Speaker 5: So I still had to create a way to, you know, build my own list and um, my list I feel in some cases is better than their list because um, if they're not at the award ceremony, the only way I'm going to contact and let them know is through email cause I'm not collecting phone numbers or anything else. So they, they're, you know, they're inclined to give you their correct email address. So when I do have time to send out an email about a product release or what we're doing on youtube or whatever we're doing, um, which has happened, not all think, but once this year when our first time I contest the beginning of the year that lasted out the entire year, they actually emailed everybody. And when are, when I sent out that email, I had a pretty high, I mean, think my open rate was like 80 something percent. So that's pretty high based on talking to other people that are only getting 20 or 30% of their open rates. So kidding. When I email somebody, it's like, hey, you know, it's not very often and you know, we all get those emails two or three times a day from the same company and we, you know, they just become like, I just need to go away. They just see everything and you stuff
Speaker 3: that's a real markable number. Right? That's like, I mean, when we were marketing my mom, uh, my family's been residential real estate for a very, very long time and she was very early on in the email marketing and when we were sending out emails, you know, like 2005 to 10, somewhere in there, 70 to 90% open rate was like pretty awesome. Right? Uh, but now 70 90% is like three x. They did not it. Like I told you, when I go meet all these people, what am I doing? I'm, I'm making friends, I'm building relationships. How many times you open an email from your friend [inaudible] it's all about building that relationship. Well, the other thing too is, I mean, I don't know if you're aware of this, but like I, you know, if you went to American Express and you asked them for email addresses that were as fine tuned as humanly possible to get, um, to get like the right client, right?

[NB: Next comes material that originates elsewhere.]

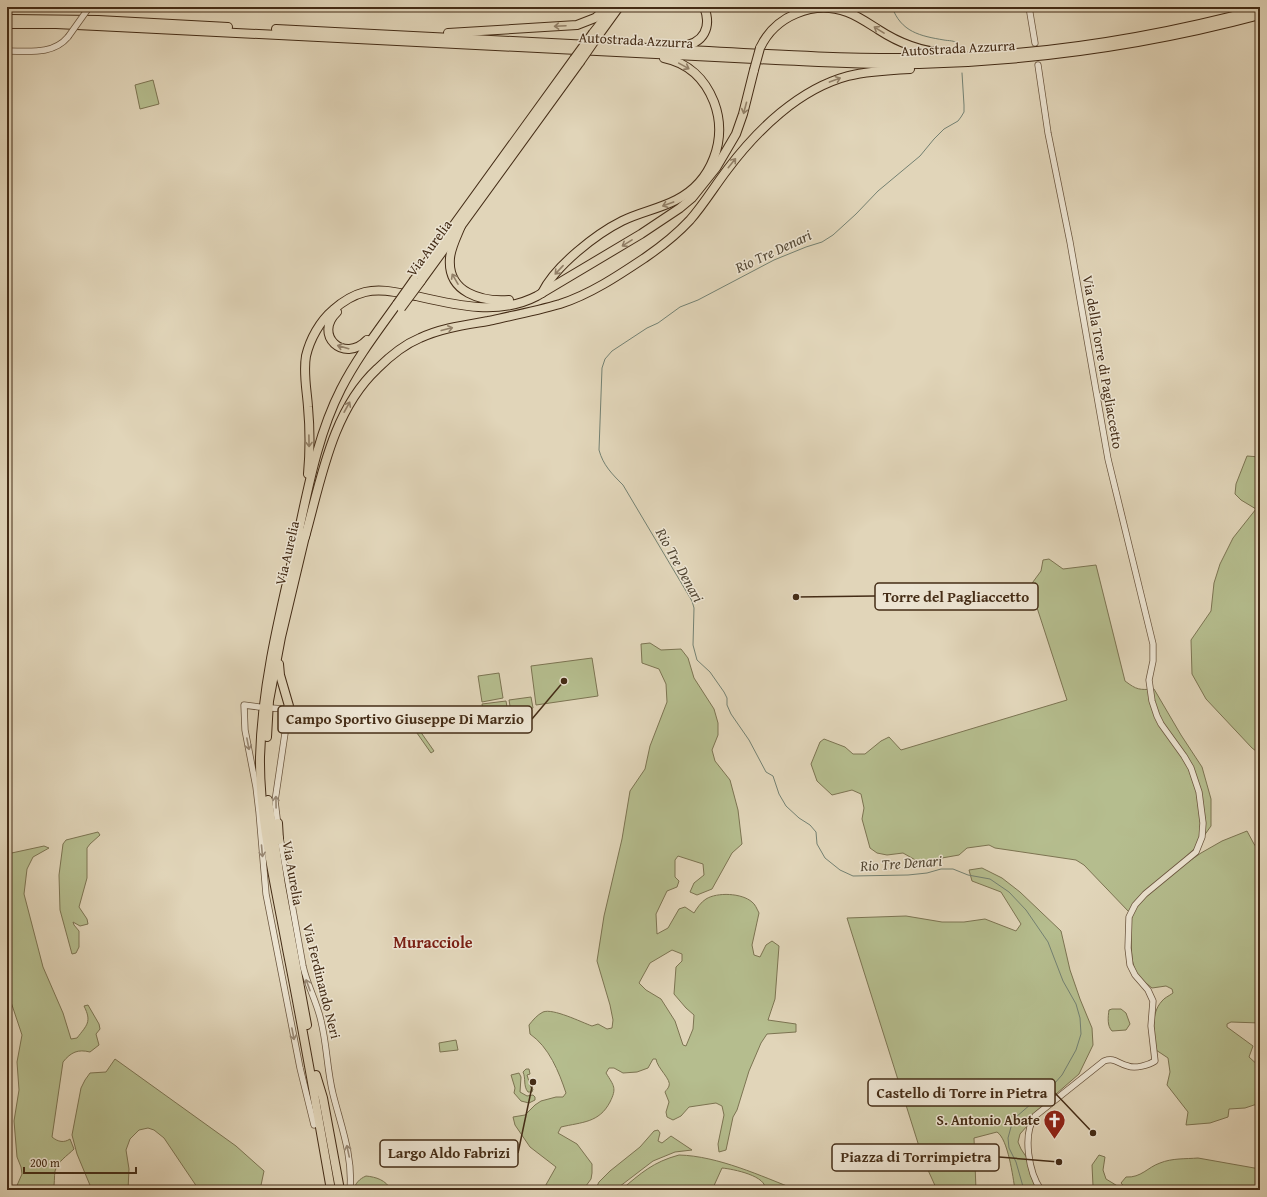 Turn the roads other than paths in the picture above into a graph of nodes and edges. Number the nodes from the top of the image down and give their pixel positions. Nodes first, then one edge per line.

Speaker 3: You'd pay like five to $10 per email address. Wow. And that's nothing compared to how refined they are when they opt in directly to your company. Right. So when I tell my clients, for example, is like on your website, wherever you're at, consider that every time someone gives you an email address, it's like they handed you a $5 bill and that's on the bottom of the value of it, right? And you start looking at these assets. I mean, we've got companies that have 10, 12,000 email addresses. I mean, that's a 50 or $60,000 minimum asset that people have built up over time. Um, you know, look, I mean you're not in a position where tomorrow going to come along
Speaker 5: and say you can't market anymore on Facebook because you're a, you know, you're in the protective. Oh really? Some of the tags I've done, I've had some stuff taken down before. Just people shooting competitively based on maybe a Hashtag. I don't know what it was, but they said it was something I promote. Um, firearms or something I liked going and actually challenged it. I'd actually challenged it one time when I tried to boost a post that was um, nothing but the um, it was a youtube page when I looked at that. When I do now, I go around and I, when I'm doing everything, when everybody is shooting, I'm just sitting in a tent. Yeah. I have chosen to go out there and get videos of people shooting and capture like you to use your words that I heard you use a year ago. They're Disney world moment.

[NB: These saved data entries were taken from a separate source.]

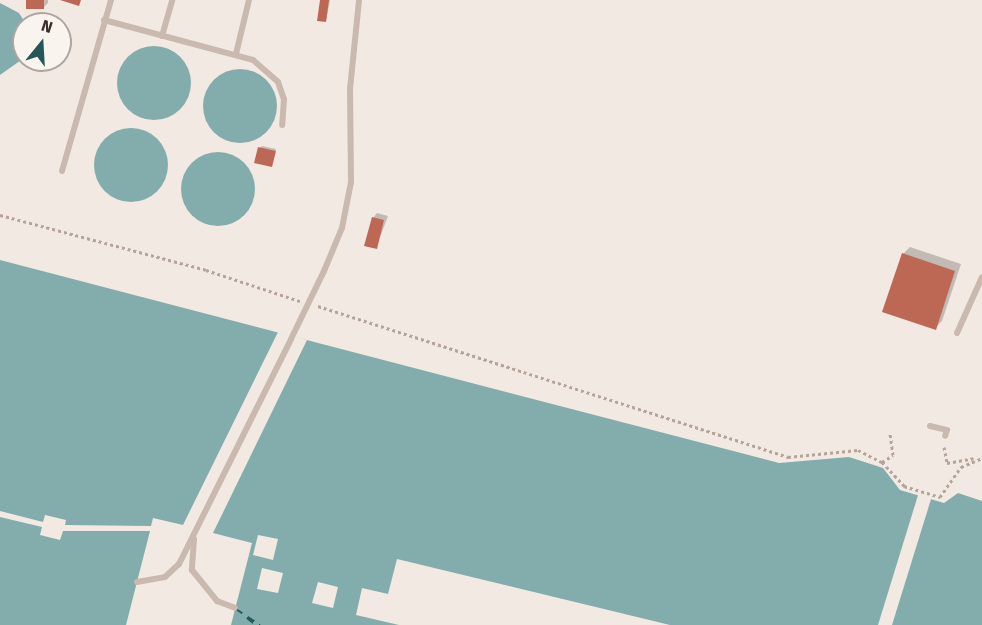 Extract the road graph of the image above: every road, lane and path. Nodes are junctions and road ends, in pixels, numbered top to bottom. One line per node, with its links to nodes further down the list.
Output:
1 (111, 0): 5 (lane)
2 (172, 0): 6 (lane)
3 (249, 0): 7 (lane)
4 (359, 0): 20 (lane, bridge)
5 (104, 20): 6 (lane); 9 (lane)
6 (162, 36): 7 (lane)
7 (236, 54): 8 (lane)
8 (282, 125)
9 (62, 171)
10 (0, 215): 19 (path)
11 (982, 277): 12 (lane)
12 (957, 333)
13 (930, 426): 15 (lane)
14 (890, 434): 19 (path)
15 (945, 436)
16 (944, 450): 17 (path)
17 (976, 458): 18 (path); 19 (path)
18 (982, 458)
19 (882, 462)
20 (194, 535): 21 (lane); 22 (lane)
21 (137, 582)
22 (235, 608)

Speaker 5: Yeah. And I took that from you, kind of go capture, I take videos of people and at the end of the end of that day, I go put on a youtube page for free. I'm not making money off of Youtube. They're there for them to download their self. Yup. It's a way, you know, to do, you know, promote that. But when I promoted at one time on the 160 go youtube page, they shut it down. And based on my, um, promoting the sh, promoting ammunition and stuff like that, it was weird. So I counteract it and came back and said, I'm promoting safety prescription. I'm promotion to safety, protective eyewear, just like the list that eight other companies that were same thing. And it came back. And finally, you know, I, I won, I won my, uh, you know, I've had my problems too. Robin had the same problems over the hour.

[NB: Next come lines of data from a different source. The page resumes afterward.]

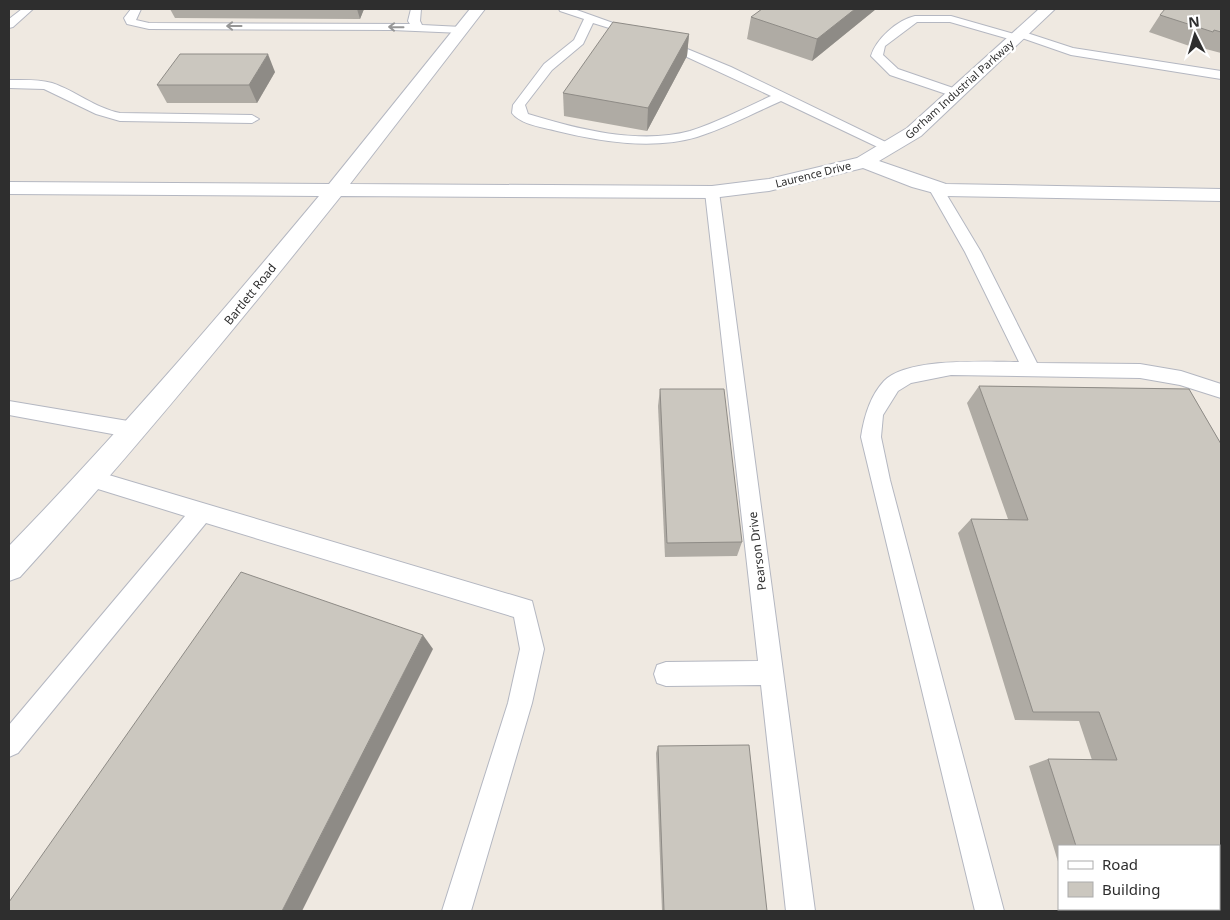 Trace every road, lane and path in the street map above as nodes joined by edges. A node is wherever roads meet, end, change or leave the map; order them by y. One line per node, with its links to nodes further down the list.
1 (28, 9): 8 (lane)
2 (416, 9): 9 (lane)
3 (477, 9): 10 (street, Bartlett Road)
4 (564, 9): 7 (lane)
5 (1048, 9): 11 (street, Gorham Industrial Parkway)
6 (134, 11): 9 (lane, one-way to 6)
7 (590, 18): 15 (lane); 15 (lane)
8 (9, 25)
9 (418, 28): 10 (lane)
10 (462, 30): 21 (street, Bartlett Road)
11 (1018, 36): 12 (lane); 14 (street, Gorham Industrial Parkway); 14 (lane)
12 (1221, 75)
13 (9, 84): 16 (lane)
14 (955, 93): 17 (street, Gorham Industrial Parkway)
15 (781, 96): 17 (lane)
16 (252, 119)
17 (891, 148): 18 (street, Gorham Industrial Parkway)
18 (864, 162): 19 (street, Laurence Drive); 22 (street, Laurence Drive)
19 (935, 187): 23 (street, Laurence Drive); 24 (lane)
20 (9, 188): 21 (street, Laurence Drive)
21 (335, 190): 22 (street, Laurence Drive); 27 (street, Bartlett Road)
22 (712, 192): 31 (lane, Pearson Drive)
23 (1221, 195)
24 (1031, 369): 25 (lane); 36 (lane)
25 (1221, 391)
26 (9, 408): 27 (lane)
27 (134, 430): 28 (street, Bartlett Road)
28 (92, 479): 29 (lane); 30 (street, Bartlett Road)
29 (202, 512): 33 (lane); 34 (lane)
30 (9, 567)
31 (772, 673): 32 (lane); 35 (lane, Pearson Drive)
32 (666, 674)
33 (9, 744)
34 (457, 911)
35 (801, 911)
36 (990, 911) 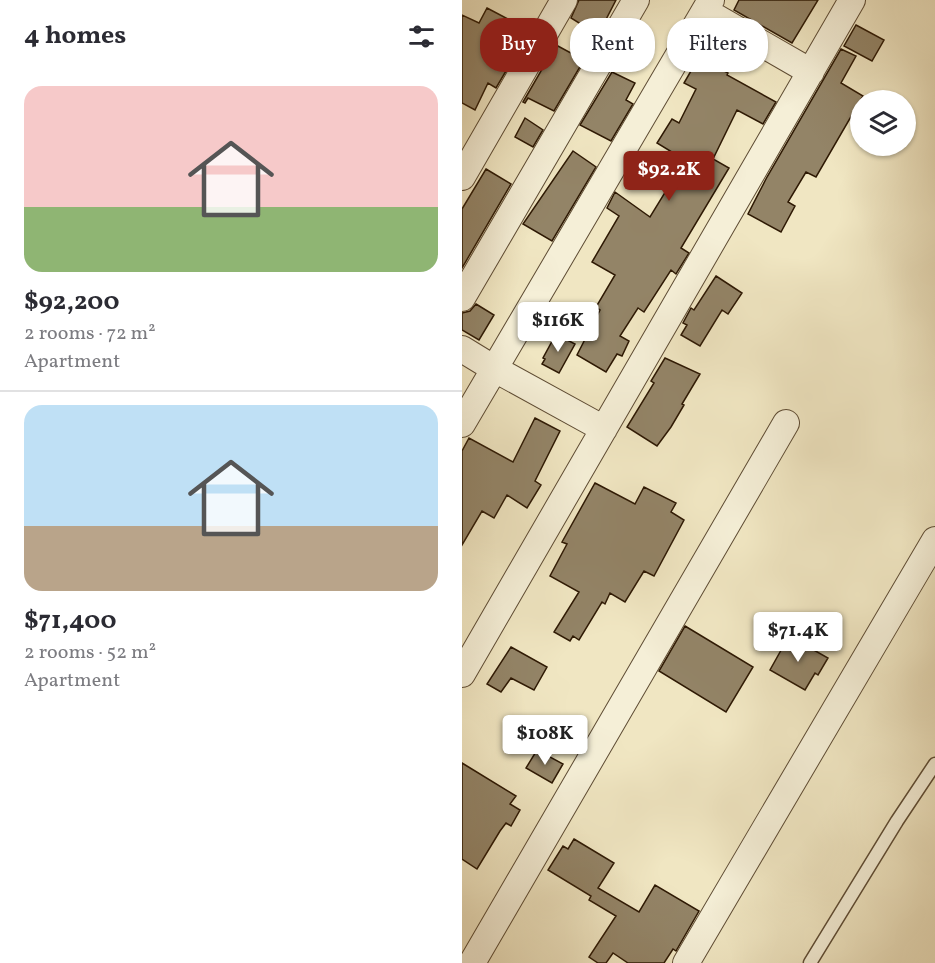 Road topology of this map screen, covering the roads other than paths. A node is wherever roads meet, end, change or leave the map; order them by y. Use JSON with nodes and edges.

Speaker 5: But when I, you know, I'm very careful on what my hashtags are now. I can't put certain hashtags on there when I want to boost something. But it's one of those things that, um, I'm waiting for the day and I'm always out there looking for something that is, we're not being shadow banned. We're not being, you know, I can go type in, you know, looking for certain companies out there and I actually have to type in the company. Exactly right. Or it doesn't even pull up anymore. He used to get tight, hey, and there's angle lamination and all these other companies at Chi, everybody's right there now. It's like you type I and it's like, nope, nope. You have to type them specifically what they are to get them to pull up now. Yeah. Is that the answer? Is that the way they're doing it now? I guarantee you that's what they're wanting to happen. It could be. It could be either. So my philosophy on all this stuff is I don't get romantic about any of it. I just look. The fact is, is if I had a new company tomorrow that sold guns and I could get away with two months of Facebook advertising before they shut me down, I do it in a second. Um, it was earlier this year actually, that for whatever reason, because we run tests pretty much monthly. Yeah. On Google, on Facebook and places like that.
Speaker 3: Or I just, I've got a couple of hundred bucks this kind of rolling all the time to see if I can get ads through and Google all of a sudden just all my gun ads got through. So we just quintupled down on that for like, I don't know, three or four months. Then all of a sudden we started getting disapproved, disapproved, fine, whatever. I made like 300 grand in the process. I'm not for the companies that I, so I'm just, I just don't get romantic about it. Cause the truth is, is that's just what, where we're at. What we're dealing with and still today, Facebook is, is one of the great arbitragers for your dollar in advertising. And, um, the one thing I'll tell you though is you can get a f an advocate at Facebook. So you've, if you got a couple of ads that have been knocked down, you can apply for an advocate.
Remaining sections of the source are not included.